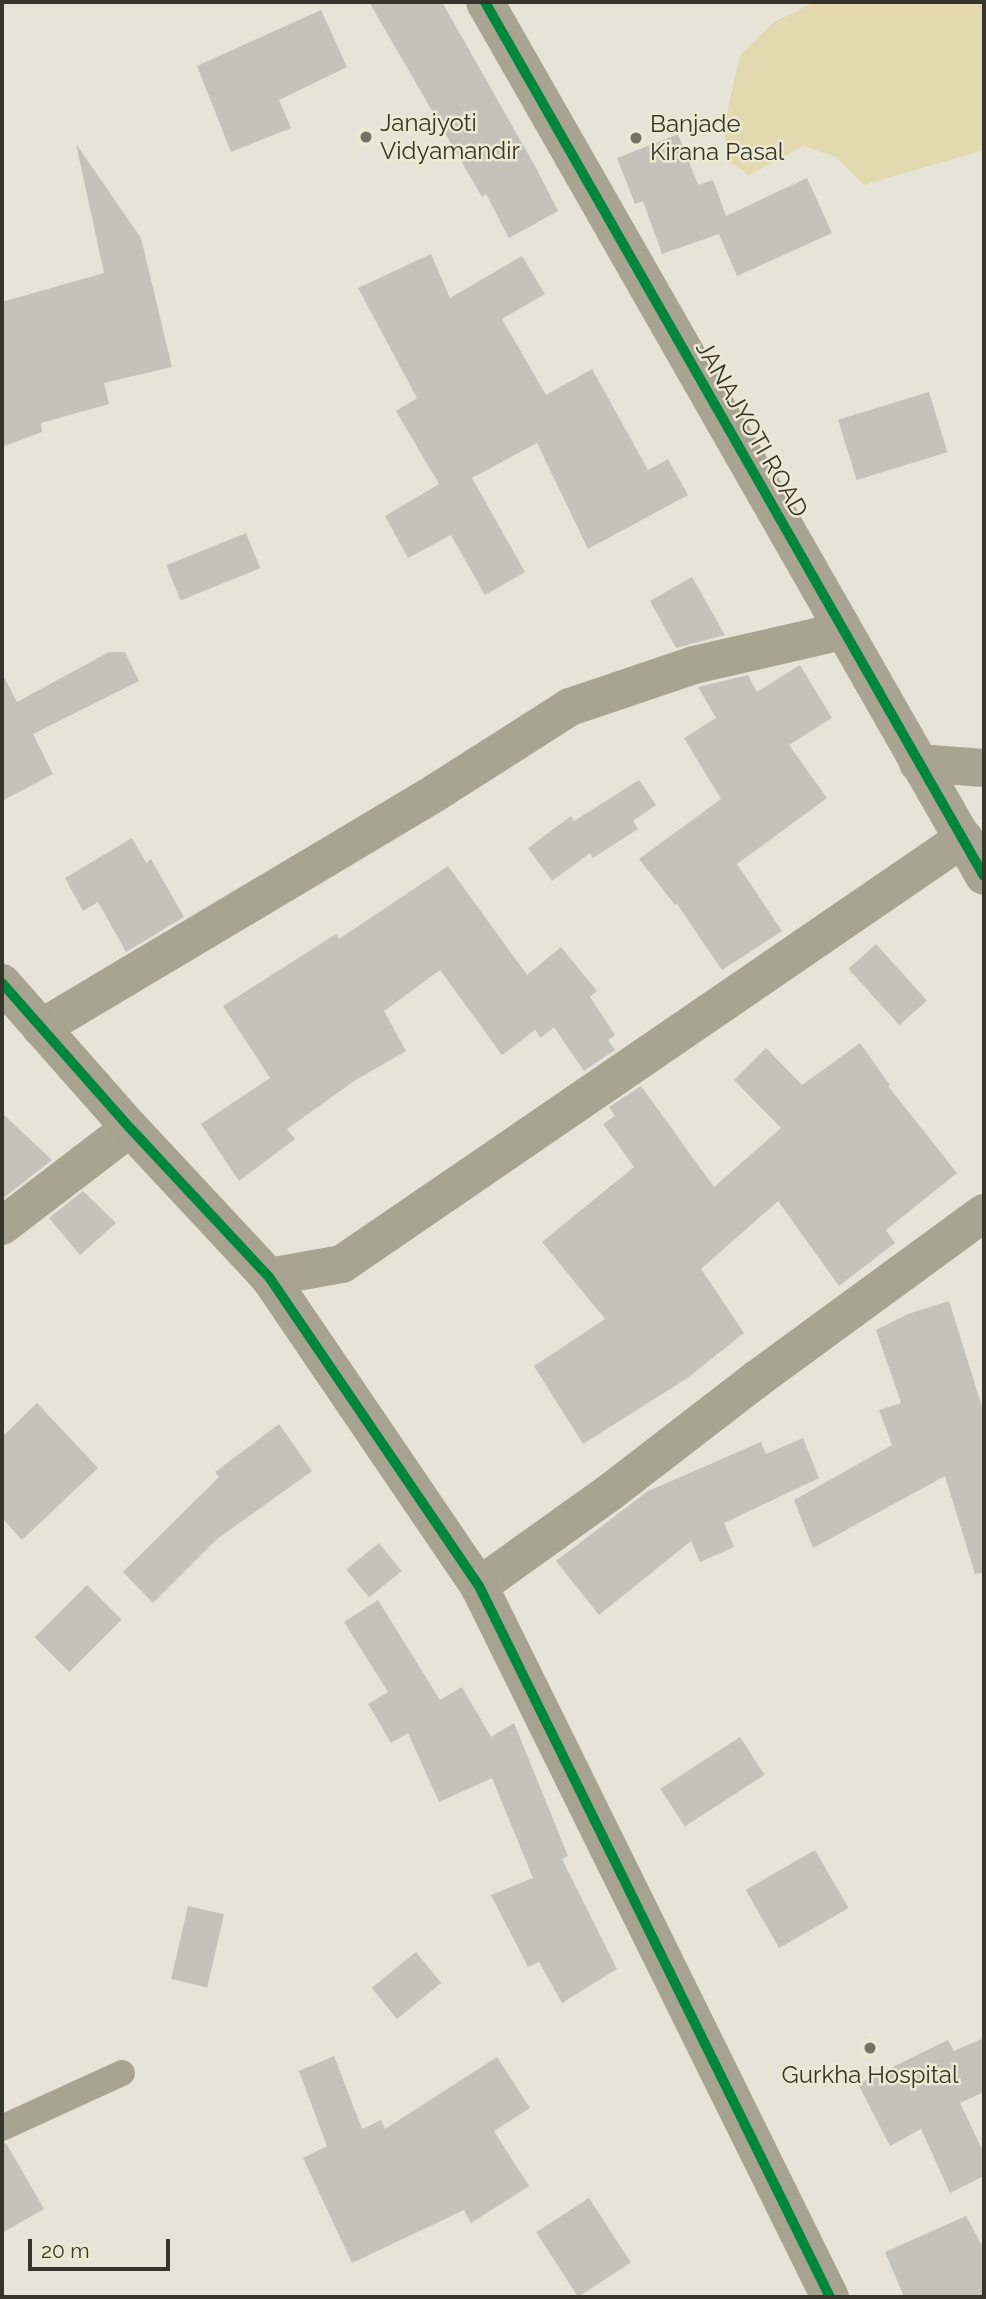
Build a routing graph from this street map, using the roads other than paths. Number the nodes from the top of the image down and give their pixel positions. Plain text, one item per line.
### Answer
1 (485, 2) edge
2 (843, 631) junction
3 (918, 763) junction
4 (984, 768) edge
5 (964, 838) junction
6 (984, 877) edge
7 (2, 983) edge
8 (41, 1028) junction
9 (130, 1128) junction
10 (984, 1213) edge
11 (2, 1226) edge
12 (270, 1277) junction
13 (479, 1586) junction
14 (122, 2073) dead end
15 (2, 2129) edge
16 (830, 2297) edge

1 - 2 street, JANAJYOTI ROAD
2 - 3 street, JANAJYOTI ROAD
2 - 8 street
3 - 4 street
3 - 5 street, JANAJYOTI ROAD
5 - 6 street, JANAJYOTI ROAD
5 - 12 street
7 - 8 street
8 - 9 street
9 - 11 street
9 - 12 street
10 - 13 street
12 - 13 street
13 - 16 street
14 - 15 lane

------------

### HOW TO COMPLETE THIS TASK
Write out the listing above exactly, images omitted.

### TASK ANSWER
Build a routing graph from this street map, using the roads other than paths. Number the nodes from the top of the image down and give their pixel positions. Plain text, one item per line.
### Answer
1 (485, 2) edge
2 (843, 631) junction
3 (918, 763) junction
4 (984, 768) edge
5 (964, 838) junction
6 (984, 877) edge
7 (2, 983) edge
8 (41, 1028) junction
9 (130, 1128) junction
10 (984, 1213) edge
11 (2, 1226) edge
12 (270, 1277) junction
13 (479, 1586) junction
14 (122, 2073) dead end
15 (2, 2129) edge
16 (830, 2297) edge

1 - 2 street, JANAJYOTI ROAD
2 - 3 street, JANAJYOTI ROAD
2 - 8 street
3 - 4 street
3 - 5 street, JANAJYOTI ROAD
5 - 6 street, JANAJYOTI ROAD
5 - 12 street
7 - 8 street
8 - 9 street
9 - 11 street
9 - 12 street
10 - 13 street
12 - 13 street
13 - 16 street
14 - 15 lane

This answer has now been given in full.